[Opening The data section]
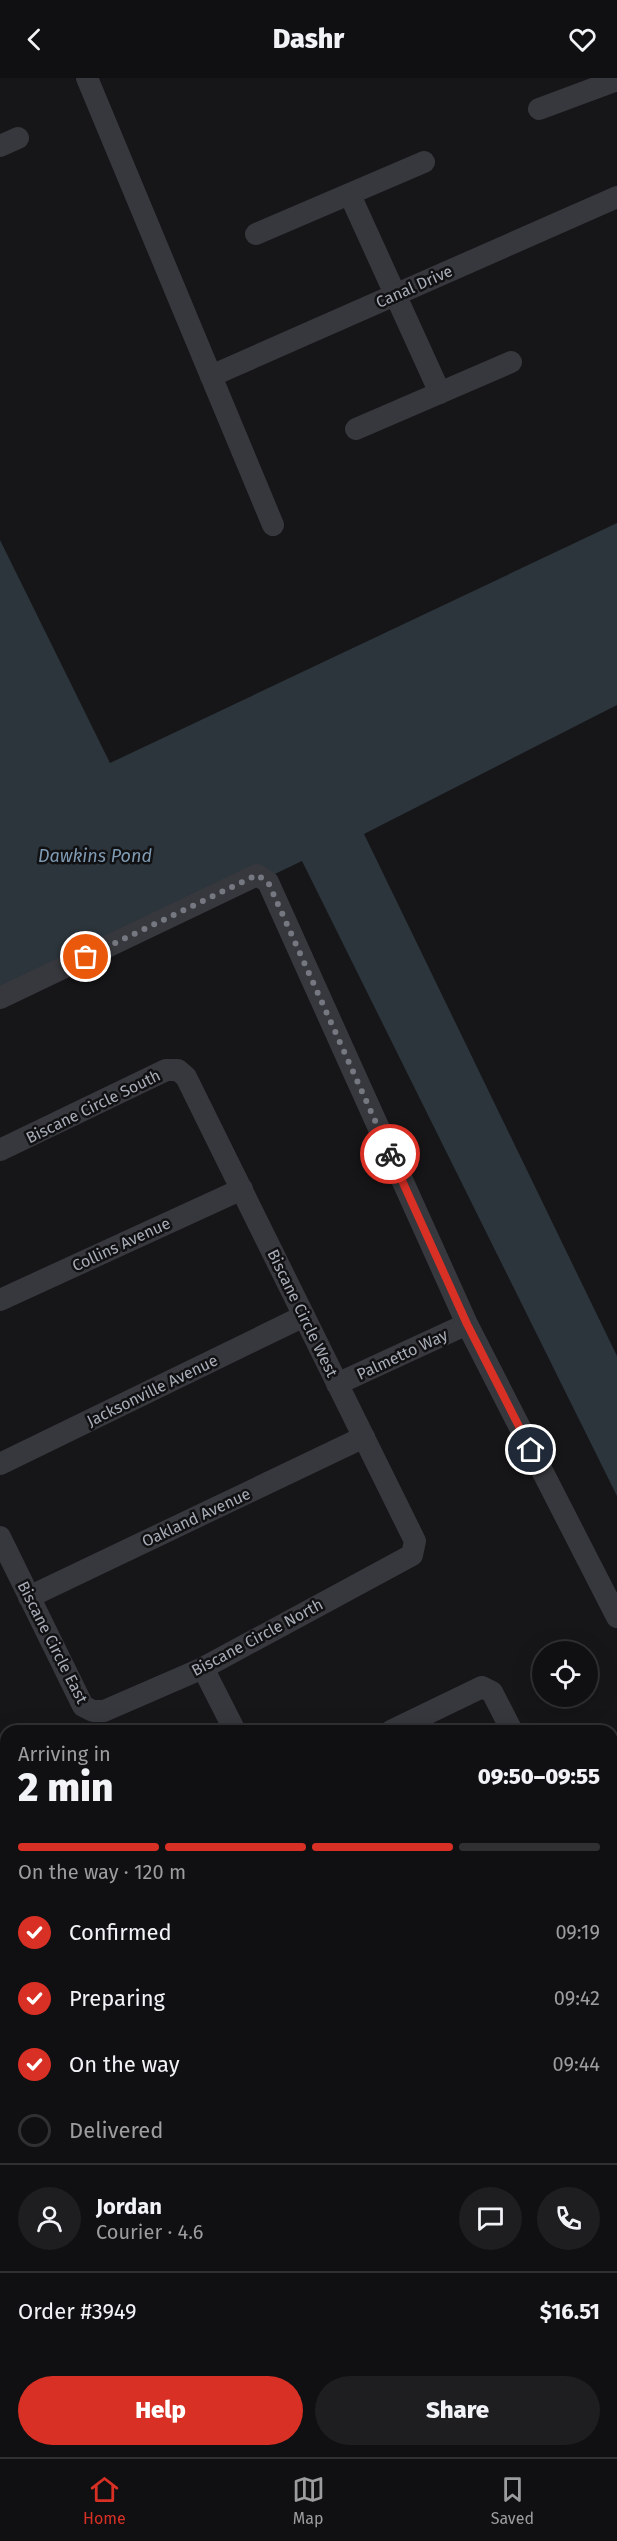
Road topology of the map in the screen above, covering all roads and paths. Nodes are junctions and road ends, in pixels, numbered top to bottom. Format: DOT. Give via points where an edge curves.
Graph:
graph roads {
  1 [pos="87,78"];
  2 [pos="617,80"];
  3 [pos="539,109"];
  4 [pos="424,162"];
  5 [pos="350,195"];
  6 [pos="617,197"];
  7 [pos="256,234"];
  8 [pos="397,294"];
  9 [pos="511,362"];
  10 [pos="212,376"];
  11 [pos="441,393"];
  12 [pos="356,429"];
  13 [pos="273,525"];
  14 [pos="0,998"];
  15 [pos="186,1077"];
  16 [pos="0,1150"];
  17 [pos="242,1189"];
  18 [pos="0,1300"];
  19 [pos="304,1316"];
  20 [pos="467,1324"];
  21 [pos="337,1384"];
  22 [pos="364,1437"];
  23 [pos="0,1464"];
  24 [pos="2,1547"];
  25 [pos="415,1549"];
  26 [pos="29,1597"];
  27 [pos="617,1617"];
  28 [pos="203,1668"];
  29 [pos="93,1711"];
  30 [pos="232,1725"];
  31 [pos="404,1725"];
  32 [pos="509,1725"];
  1 -- 10 [label="street"];
  2 -- 3 [label="street"];
  4 -- 5 [label="street"];
  5 -- 7 [label="street"];
  5 -- 8 [label="street"];
  6 -- 8 [label="street, Canal Drive"];
  8 -- 10 [label="street, Canal Drive"];
  8 -- 11 [label="street"];
  9 -- 11 [label="street"];
  10 -- 13 [label="street"];
  11 -- 12 [label="street"];
  14 -- 20 [label="street" via="257,875 262,876 273,892"];
  15 -- 16 [label="street, Biscane Circle South" via="178,1070 166,1070"];
  15 -- 17 [label="street, Biscane Circle West"];
  17 -- 18 [label="street, Collins Avenue"];
  17 -- 19 [label="street, Biscane Circle West"];
  19 -- 21 [label="street, Biscane Circle West"];
  19 -- 23 [label="street, Jacksonville Avenue"];
  20 -- 21 [label="street, Palmetto Way"];
  20 -- 27 [label="street"];
  21 -- 22 [label="street, Biscane Circle West"];
  22 -- 25 [label="street, Biscane Circle West" via="415,1541"];
  22 -- 26 [label="street, Oakland Avenue"];
  24 -- 26 [label="street, Biscane Circle East"];
  25 -- 28 [label="street, Biscane Circle North" via="412,1555"];
  26 -- 29 [label="street, Biscane Circle East" via="83,1706"];
  28 -- 29 [label="street, Biscane Circle North" via="104,1711"];
  28 -- 30 [label="street"];
  31 -- 32 [label="street" via="483,1687 488,1688"];
}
[Closing The data section]
● What you should do
Only a number is wanted here: the count of lines in the listing above holding the string "North".

● Answer box
2